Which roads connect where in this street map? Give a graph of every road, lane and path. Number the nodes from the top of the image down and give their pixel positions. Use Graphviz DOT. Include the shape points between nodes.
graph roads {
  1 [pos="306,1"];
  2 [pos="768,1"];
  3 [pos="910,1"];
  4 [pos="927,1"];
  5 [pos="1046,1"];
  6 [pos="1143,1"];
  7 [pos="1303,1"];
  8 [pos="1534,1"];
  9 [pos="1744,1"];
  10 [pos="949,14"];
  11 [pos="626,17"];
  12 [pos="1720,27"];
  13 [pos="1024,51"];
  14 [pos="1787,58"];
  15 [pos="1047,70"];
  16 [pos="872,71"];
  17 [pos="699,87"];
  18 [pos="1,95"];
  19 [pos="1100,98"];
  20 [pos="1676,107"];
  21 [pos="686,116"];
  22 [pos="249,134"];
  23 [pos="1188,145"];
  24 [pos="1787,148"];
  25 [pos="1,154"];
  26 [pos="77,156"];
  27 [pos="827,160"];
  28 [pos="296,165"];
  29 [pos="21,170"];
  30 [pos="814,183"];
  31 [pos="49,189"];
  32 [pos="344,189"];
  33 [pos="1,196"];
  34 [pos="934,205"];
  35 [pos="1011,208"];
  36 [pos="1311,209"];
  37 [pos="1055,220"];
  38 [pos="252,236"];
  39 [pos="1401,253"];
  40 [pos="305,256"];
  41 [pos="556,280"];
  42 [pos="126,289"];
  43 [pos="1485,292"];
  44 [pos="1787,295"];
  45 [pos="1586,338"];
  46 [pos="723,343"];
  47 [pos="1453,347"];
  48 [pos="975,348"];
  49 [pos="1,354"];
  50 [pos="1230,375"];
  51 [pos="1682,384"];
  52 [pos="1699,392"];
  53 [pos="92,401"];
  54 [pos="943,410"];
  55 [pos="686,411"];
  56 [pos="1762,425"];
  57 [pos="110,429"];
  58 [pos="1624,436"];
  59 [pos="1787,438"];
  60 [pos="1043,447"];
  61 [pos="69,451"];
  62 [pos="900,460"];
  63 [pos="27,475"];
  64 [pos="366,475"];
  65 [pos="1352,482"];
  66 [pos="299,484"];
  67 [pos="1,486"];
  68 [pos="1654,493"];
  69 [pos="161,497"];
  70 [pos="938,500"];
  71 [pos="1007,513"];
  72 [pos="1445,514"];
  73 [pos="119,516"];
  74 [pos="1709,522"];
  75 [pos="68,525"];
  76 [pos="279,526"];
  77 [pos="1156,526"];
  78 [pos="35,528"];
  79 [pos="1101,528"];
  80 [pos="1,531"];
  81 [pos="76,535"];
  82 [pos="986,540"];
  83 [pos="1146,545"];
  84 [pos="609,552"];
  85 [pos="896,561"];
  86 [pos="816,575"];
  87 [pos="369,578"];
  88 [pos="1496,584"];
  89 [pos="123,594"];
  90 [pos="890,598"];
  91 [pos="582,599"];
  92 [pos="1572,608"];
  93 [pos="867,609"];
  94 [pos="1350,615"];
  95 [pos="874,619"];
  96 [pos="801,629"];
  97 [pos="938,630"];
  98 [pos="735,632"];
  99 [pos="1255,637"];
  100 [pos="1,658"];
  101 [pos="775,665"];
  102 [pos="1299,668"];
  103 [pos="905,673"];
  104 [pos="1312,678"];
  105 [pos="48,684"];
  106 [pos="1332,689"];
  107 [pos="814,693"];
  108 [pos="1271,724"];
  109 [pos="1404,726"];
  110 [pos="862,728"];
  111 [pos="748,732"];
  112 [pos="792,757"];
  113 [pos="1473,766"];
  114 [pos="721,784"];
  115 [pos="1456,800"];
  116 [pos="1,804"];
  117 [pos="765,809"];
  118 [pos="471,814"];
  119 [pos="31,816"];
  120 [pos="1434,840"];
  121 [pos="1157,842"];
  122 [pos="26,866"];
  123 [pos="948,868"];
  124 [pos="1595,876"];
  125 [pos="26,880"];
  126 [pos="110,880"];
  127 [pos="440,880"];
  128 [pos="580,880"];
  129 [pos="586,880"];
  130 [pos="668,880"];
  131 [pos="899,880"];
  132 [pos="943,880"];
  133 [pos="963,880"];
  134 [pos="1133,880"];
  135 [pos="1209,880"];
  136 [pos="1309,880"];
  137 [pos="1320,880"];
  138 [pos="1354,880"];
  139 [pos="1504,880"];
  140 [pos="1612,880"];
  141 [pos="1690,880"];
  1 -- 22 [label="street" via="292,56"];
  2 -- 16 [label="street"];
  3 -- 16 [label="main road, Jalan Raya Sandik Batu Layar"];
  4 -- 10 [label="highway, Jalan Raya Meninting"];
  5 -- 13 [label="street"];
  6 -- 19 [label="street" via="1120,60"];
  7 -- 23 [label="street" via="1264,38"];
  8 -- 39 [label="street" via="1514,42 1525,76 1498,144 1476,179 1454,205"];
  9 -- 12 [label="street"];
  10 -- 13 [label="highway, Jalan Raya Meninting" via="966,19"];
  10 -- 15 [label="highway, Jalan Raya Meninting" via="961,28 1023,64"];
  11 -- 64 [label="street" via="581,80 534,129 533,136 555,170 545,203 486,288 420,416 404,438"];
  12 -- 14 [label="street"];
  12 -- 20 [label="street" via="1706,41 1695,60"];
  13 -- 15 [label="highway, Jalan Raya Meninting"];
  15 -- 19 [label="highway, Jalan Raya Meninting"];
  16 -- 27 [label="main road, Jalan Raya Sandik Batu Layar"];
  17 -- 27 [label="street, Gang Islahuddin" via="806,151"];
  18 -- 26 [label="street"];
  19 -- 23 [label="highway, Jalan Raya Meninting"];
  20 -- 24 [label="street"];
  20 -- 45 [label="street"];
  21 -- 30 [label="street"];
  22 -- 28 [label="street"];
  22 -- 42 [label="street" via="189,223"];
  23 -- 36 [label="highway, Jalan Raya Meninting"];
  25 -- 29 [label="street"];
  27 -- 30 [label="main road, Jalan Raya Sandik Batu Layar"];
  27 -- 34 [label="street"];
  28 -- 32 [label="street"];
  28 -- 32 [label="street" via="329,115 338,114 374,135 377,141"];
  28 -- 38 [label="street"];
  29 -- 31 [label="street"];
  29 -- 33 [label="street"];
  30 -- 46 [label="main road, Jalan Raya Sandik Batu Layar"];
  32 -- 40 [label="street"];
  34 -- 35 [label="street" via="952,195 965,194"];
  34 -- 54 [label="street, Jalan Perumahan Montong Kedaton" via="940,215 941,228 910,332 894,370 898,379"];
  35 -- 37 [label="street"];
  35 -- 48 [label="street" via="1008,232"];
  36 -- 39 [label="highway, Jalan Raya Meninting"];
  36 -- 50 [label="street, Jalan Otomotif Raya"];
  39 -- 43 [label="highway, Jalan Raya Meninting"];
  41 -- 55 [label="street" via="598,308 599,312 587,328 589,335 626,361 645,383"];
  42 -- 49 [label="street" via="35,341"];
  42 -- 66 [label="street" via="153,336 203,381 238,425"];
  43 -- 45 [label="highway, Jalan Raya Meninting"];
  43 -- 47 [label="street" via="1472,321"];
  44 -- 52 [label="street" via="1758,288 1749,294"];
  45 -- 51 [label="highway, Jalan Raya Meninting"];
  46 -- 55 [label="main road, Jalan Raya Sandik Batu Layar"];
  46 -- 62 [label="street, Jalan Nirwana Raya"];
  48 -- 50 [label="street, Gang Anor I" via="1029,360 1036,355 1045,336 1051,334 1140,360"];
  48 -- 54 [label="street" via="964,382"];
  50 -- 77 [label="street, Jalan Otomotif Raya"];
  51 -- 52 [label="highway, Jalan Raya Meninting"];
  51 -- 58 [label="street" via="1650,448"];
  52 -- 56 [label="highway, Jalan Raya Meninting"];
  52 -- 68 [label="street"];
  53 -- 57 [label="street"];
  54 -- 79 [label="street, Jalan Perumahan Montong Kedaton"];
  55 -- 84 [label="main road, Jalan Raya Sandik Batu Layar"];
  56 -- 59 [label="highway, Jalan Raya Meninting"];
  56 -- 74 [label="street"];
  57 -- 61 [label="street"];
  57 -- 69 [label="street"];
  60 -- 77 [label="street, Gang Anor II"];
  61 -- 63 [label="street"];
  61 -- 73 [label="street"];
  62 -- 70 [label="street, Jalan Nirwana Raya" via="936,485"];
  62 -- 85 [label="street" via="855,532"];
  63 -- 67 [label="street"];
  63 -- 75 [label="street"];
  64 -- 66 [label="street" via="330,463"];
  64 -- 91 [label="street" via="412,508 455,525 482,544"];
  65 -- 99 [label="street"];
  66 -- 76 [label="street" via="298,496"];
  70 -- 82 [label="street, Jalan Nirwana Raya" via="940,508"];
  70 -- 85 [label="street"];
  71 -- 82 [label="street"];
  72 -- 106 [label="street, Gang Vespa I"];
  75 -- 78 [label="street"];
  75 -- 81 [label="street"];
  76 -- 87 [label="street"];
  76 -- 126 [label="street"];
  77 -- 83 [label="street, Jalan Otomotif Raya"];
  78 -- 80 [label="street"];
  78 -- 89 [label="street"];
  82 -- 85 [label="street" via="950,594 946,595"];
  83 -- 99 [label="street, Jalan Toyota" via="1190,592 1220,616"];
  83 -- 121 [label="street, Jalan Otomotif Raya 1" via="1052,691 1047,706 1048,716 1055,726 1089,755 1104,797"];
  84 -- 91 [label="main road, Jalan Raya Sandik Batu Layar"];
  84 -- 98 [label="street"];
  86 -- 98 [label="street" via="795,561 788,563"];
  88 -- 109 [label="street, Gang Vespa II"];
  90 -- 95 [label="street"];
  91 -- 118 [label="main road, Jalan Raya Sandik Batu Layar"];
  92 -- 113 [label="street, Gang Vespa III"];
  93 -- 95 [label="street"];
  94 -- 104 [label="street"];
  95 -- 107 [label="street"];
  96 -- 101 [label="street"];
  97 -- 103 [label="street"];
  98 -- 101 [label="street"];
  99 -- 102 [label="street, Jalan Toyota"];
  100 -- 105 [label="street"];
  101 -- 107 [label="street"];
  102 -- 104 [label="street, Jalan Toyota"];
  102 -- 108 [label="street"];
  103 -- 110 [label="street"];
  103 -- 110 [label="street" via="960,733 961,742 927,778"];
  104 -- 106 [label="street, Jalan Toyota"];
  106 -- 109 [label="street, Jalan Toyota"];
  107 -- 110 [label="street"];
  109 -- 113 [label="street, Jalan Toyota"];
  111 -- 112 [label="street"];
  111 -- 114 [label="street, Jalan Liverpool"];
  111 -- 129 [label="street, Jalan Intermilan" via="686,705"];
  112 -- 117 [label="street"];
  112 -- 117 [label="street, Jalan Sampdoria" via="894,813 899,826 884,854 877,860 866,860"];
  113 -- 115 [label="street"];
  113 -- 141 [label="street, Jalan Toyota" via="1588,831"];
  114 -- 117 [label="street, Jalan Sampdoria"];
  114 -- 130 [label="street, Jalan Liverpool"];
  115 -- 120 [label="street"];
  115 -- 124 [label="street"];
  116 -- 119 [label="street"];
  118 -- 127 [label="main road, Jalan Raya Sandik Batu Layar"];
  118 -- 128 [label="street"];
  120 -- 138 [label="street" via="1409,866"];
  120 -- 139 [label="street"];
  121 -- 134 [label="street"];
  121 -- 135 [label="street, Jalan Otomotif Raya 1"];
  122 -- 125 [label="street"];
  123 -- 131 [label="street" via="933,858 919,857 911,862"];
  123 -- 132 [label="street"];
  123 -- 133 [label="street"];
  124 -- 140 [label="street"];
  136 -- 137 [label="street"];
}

■ ■ ■ ■ ■ ■ ■

**ASSIGNMENT:** Lines containing the word "Vespa" are to be located in the entries and copied.

**TASK RESULT:**
  72 -- 106 [label="street, Gang Vespa I"];
  88 -- 109 [label="street, Gang Vespa II"];
  92 -- 113 [label="street, Gang Vespa III"];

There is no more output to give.